How Europe Missed The Transistor - Ras_
http://spectrum.ieee.org/semiconductors/devices/how-europe-missed-the-transistor

======
jacquesm
Europe did not so much 'miss the transistor' because of a lack of
inventiveness or the fact that they they'd already almost discovered it for
any other reason than that recovering from the greatest war to that date
Europe in 1948 was absolutely no match for any other country that had managed
to stay in one piece.

What should amaze more I think is how much was achieved in fields not directly
related to rebuilding in that period, in spite of that gigantic handicap.

The winter of '44 was one of the worst famines in living memory and by '48 the
continent was still very much in recovery mode.

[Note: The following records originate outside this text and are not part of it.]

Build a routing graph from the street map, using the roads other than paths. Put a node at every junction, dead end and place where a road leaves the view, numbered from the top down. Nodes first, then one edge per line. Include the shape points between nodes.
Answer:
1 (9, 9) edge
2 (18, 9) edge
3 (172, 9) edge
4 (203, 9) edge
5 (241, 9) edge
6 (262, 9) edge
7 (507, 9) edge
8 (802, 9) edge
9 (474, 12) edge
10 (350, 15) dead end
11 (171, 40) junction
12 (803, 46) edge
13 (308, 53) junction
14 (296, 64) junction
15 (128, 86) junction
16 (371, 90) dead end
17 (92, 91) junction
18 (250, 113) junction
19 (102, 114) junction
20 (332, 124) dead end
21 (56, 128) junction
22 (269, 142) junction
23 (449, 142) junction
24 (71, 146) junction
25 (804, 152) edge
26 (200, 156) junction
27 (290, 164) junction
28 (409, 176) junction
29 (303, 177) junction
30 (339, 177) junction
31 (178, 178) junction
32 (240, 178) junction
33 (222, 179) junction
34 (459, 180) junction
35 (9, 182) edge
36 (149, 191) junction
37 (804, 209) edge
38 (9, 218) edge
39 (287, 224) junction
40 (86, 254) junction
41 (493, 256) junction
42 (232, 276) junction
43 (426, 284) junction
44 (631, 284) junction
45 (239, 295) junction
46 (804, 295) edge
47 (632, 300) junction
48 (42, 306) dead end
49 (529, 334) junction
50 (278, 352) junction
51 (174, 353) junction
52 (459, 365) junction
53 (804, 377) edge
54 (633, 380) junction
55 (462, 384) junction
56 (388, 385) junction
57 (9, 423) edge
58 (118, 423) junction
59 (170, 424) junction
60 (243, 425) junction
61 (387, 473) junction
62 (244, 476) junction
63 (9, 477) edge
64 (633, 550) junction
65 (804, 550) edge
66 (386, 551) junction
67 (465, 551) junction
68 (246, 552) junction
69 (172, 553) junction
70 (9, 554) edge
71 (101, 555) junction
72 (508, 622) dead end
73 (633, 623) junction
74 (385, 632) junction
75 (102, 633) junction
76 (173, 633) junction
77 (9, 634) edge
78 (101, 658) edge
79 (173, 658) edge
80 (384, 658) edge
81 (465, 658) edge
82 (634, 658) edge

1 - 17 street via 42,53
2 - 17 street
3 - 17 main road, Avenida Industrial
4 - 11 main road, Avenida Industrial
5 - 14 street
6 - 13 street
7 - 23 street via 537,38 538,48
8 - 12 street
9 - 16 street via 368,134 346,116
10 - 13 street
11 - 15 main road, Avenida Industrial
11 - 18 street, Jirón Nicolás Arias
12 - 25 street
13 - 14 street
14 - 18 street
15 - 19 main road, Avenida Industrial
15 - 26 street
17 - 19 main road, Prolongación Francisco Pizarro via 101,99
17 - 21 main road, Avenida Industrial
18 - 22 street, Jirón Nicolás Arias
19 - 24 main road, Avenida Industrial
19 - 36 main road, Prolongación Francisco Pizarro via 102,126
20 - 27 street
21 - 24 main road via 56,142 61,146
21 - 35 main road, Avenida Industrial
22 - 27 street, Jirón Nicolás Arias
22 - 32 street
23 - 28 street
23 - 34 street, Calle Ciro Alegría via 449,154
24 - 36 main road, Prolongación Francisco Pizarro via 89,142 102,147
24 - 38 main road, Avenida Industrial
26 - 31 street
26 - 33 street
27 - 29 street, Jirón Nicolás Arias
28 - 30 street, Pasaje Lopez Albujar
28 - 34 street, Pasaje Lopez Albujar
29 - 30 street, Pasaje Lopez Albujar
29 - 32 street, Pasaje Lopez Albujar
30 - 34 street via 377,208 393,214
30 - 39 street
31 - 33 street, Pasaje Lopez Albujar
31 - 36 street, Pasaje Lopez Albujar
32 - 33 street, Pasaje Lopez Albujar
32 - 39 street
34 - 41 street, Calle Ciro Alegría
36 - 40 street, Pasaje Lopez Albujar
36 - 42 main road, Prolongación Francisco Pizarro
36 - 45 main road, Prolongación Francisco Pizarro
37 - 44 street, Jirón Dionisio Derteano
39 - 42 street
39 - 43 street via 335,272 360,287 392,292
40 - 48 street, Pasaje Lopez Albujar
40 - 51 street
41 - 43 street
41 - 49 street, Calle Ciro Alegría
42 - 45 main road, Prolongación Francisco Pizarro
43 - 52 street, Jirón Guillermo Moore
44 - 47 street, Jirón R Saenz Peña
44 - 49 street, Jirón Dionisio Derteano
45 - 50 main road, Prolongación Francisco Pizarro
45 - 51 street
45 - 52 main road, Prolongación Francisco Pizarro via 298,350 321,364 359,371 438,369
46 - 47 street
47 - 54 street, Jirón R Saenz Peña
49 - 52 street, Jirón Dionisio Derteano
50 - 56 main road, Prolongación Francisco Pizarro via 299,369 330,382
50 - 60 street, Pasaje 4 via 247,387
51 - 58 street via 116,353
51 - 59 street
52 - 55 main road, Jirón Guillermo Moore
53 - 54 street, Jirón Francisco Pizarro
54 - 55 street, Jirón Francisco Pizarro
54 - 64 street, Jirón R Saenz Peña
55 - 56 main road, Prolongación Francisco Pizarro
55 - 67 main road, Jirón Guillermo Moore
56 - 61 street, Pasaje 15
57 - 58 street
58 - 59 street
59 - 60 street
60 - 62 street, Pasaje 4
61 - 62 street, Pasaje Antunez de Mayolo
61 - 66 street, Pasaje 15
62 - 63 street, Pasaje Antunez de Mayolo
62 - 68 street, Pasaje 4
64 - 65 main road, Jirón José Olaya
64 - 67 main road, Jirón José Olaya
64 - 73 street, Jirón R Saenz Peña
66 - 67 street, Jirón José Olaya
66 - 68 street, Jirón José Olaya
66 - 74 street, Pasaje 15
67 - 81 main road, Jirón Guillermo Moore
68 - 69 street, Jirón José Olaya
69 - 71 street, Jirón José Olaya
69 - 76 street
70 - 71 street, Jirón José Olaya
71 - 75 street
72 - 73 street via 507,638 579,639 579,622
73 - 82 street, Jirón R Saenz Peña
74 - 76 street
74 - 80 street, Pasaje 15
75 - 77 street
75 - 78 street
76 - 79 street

Also a lot of the achievements that put the US firmly on the map as the world
leader in technology after the war were in fact pioneered in Germany during
the war.

Not in the least the rocket technology that led to the successful moonshot.

Edit: reading further down in the article it's funny how they try to patent
something they _know_ for sure is already working and invented elsewhere.

The article also seems to contradict itself slightly, because the European
device was unstable until they learned about the American one and the
explanation behind the physics of it, but in the conclusion it writes: "And it
seems clear from the still-sketchy historical record that they indeed had a
working, reliable amplifier by that time." but the rest of the article has no
real arguments underpinning that statement.

Very interesting read though.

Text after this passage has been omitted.